• Problem statement
Exactly as written, output each of the entries below.

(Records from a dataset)
=== Section Start ===

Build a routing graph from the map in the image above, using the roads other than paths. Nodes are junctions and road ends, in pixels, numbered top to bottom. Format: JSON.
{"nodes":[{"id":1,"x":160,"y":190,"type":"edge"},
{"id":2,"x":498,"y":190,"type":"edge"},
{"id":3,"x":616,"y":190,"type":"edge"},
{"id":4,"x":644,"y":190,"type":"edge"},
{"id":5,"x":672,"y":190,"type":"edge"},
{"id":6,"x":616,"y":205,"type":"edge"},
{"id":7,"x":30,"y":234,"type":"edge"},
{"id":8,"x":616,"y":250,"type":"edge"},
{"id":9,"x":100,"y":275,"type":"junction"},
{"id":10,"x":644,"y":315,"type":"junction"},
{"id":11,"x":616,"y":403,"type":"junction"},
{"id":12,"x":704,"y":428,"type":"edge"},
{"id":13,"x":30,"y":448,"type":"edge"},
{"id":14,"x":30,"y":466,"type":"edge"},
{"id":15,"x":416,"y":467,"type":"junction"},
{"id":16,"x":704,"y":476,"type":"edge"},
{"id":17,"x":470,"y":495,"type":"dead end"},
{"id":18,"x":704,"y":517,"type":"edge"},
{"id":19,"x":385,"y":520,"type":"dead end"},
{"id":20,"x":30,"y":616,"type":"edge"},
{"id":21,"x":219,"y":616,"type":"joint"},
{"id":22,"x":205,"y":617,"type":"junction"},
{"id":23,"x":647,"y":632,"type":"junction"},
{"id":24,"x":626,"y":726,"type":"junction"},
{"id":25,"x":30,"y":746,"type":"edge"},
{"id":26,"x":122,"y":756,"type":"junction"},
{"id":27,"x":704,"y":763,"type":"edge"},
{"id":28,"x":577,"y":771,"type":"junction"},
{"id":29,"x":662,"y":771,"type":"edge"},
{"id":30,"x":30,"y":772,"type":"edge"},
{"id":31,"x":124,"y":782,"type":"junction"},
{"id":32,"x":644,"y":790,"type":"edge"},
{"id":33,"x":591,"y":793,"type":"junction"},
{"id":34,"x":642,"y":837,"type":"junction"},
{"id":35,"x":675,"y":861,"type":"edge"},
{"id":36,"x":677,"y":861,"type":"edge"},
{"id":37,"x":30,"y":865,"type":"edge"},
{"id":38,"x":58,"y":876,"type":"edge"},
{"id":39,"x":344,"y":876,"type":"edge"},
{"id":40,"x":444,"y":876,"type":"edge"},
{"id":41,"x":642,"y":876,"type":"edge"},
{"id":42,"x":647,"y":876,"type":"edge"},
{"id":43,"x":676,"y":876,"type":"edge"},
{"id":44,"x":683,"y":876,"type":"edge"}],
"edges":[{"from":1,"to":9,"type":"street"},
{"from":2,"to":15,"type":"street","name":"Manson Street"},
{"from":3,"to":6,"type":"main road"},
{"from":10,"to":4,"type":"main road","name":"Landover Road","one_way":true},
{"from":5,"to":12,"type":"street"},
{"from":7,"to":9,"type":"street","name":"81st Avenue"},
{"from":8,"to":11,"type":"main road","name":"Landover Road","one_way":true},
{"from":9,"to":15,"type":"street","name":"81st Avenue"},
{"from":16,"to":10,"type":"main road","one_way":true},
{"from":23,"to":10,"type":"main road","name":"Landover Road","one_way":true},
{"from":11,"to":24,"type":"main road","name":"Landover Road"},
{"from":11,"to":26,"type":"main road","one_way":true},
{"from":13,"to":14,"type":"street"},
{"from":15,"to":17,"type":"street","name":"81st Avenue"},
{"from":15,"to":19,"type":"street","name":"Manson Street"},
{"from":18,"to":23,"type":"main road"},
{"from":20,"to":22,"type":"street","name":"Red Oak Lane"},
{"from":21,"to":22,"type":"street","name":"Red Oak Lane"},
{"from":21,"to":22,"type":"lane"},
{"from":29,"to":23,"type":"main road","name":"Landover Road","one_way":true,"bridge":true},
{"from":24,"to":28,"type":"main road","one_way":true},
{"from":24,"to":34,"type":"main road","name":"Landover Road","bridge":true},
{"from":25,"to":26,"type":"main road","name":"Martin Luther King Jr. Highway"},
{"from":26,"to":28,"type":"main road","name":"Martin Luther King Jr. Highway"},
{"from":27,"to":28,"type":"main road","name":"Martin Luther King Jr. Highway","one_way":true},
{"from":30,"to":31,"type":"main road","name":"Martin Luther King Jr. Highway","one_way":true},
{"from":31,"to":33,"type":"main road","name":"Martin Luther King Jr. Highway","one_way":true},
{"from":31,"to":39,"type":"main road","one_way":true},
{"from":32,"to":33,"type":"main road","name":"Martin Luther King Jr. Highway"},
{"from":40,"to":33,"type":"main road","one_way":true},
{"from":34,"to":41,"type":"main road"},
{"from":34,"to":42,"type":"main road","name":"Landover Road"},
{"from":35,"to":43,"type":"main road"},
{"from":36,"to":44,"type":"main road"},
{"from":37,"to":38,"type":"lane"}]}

=== Section End ===

• Response box
Build a routing graph from the map in the image above, using the roads other than paths. Nodes are junctions and road ends, in pixels, numbered top to bottom. Format: JSON.
{"nodes":[{"id":1,"x":160,"y":190,"type":"edge"},
{"id":2,"x":498,"y":190,"type":"edge"},
{"id":3,"x":616,"y":190,"type":"edge"},
{"id":4,"x":644,"y":190,"type":"edge"},
{"id":5,"x":672,"y":190,"type":"edge"},
{"id":6,"x":616,"y":205,"type":"edge"},
{"id":7,"x":30,"y":234,"type":"edge"},
{"id":8,"x":616,"y":250,"type":"edge"},
{"id":9,"x":100,"y":275,"type":"junction"},
{"id":10,"x":644,"y":315,"type":"junction"},
{"id":11,"x":616,"y":403,"type":"junction"},
{"id":12,"x":704,"y":428,"type":"edge"},
{"id":13,"x":30,"y":448,"type":"edge"},
{"id":14,"x":30,"y":466,"type":"edge"},
{"id":15,"x":416,"y":467,"type":"junction"},
{"id":16,"x":704,"y":476,"type":"edge"},
{"id":17,"x":470,"y":495,"type":"dead end"},
{"id":18,"x":704,"y":517,"type":"edge"},
{"id":19,"x":385,"y":520,"type":"dead end"},
{"id":20,"x":30,"y":616,"type":"edge"},
{"id":21,"x":219,"y":616,"type":"joint"},
{"id":22,"x":205,"y":617,"type":"junction"},
{"id":23,"x":647,"y":632,"type":"junction"},
{"id":24,"x":626,"y":726,"type":"junction"},
{"id":25,"x":30,"y":746,"type":"edge"},
{"id":26,"x":122,"y":756,"type":"junction"},
{"id":27,"x":704,"y":763,"type":"edge"},
{"id":28,"x":577,"y":771,"type":"junction"},
{"id":29,"x":662,"y":771,"type":"edge"},
{"id":30,"x":30,"y":772,"type":"edge"},
{"id":31,"x":124,"y":782,"type":"junction"},
{"id":32,"x":644,"y":790,"type":"edge"},
{"id":33,"x":591,"y":793,"type":"junction"},
{"id":34,"x":642,"y":837,"type":"junction"},
{"id":35,"x":675,"y":861,"type":"edge"},
{"id":36,"x":677,"y":861,"type":"edge"},
{"id":37,"x":30,"y":865,"type":"edge"},
{"id":38,"x":58,"y":876,"type":"edge"},
{"id":39,"x":344,"y":876,"type":"edge"},
{"id":40,"x":444,"y":876,"type":"edge"},
{"id":41,"x":642,"y":876,"type":"edge"},
{"id":42,"x":647,"y":876,"type":"edge"},
{"id":43,"x":676,"y":876,"type":"edge"},
{"id":44,"x":683,"y":876,"type":"edge"}],
"edges":[{"from":1,"to":9,"type":"street"},
{"from":2,"to":15,"type":"street","name":"Manson Street"},
{"from":3,"to":6,"type":"main road"},
{"from":10,"to":4,"type":"main road","name":"Landover Road","one_way":true},
{"from":5,"to":12,"type":"street"},
{"from":7,"to":9,"type":"street","name":"81st Avenue"},
{"from":8,"to":11,"type":"main road","name":"Landover Road","one_way":true},
{"from":9,"to":15,"type":"street","name":"81st Avenue"},
{"from":16,"to":10,"type":"main road","one_way":true},
{"from":23,"to":10,"type":"main road","name":"Landover Road","one_way":true},
{"from":11,"to":24,"type":"main road","name":"Landover Road"},
{"from":11,"to":26,"type":"main road","one_way":true},
{"from":13,"to":14,"type":"street"},
{"from":15,"to":17,"type":"street","name":"81st Avenue"},
{"from":15,"to":19,"type":"street","name":"Manson Street"},
{"from":18,"to":23,"type":"main road"},
{"from":20,"to":22,"type":"street","name":"Red Oak Lane"},
{"from":21,"to":22,"type":"street","name":"Red Oak Lane"},
{"from":21,"to":22,"type":"lane"},
{"from":29,"to":23,"type":"main road","name":"Landover Road","one_way":true,"bridge":true},
{"from":24,"to":28,"type":"main road","one_way":true},
{"from":24,"to":34,"type":"main road","name":"Landover Road","bridge":true},
{"from":25,"to":26,"type":"main road","name":"Martin Luther King Jr. Highway"},
{"from":26,"to":28,"type":"main road","name":"Martin Luther King Jr. Highway"},
{"from":27,"to":28,"type":"main road","name":"Martin Luther King Jr. Highway","one_way":true},
{"from":30,"to":31,"type":"main road","name":"Martin Luther King Jr. Highway","one_way":true},
{"from":31,"to":33,"type":"main road","name":"Martin Luther King Jr. Highway","one_way":true},
{"from":31,"to":39,"type":"main road","one_way":true},
{"from":32,"to":33,"type":"main road","name":"Martin Luther King Jr. Highway"},
{"from":40,"to":33,"type":"main road","one_way":true},
{"from":34,"to":41,"type":"main road"},
{"from":34,"to":42,"type":"main road","name":"Landover Road"},
{"from":35,"to":43,"type":"main road"},
{"from":36,"to":44,"type":"main road"},
{"from":37,"to":38,"type":"lane"}]}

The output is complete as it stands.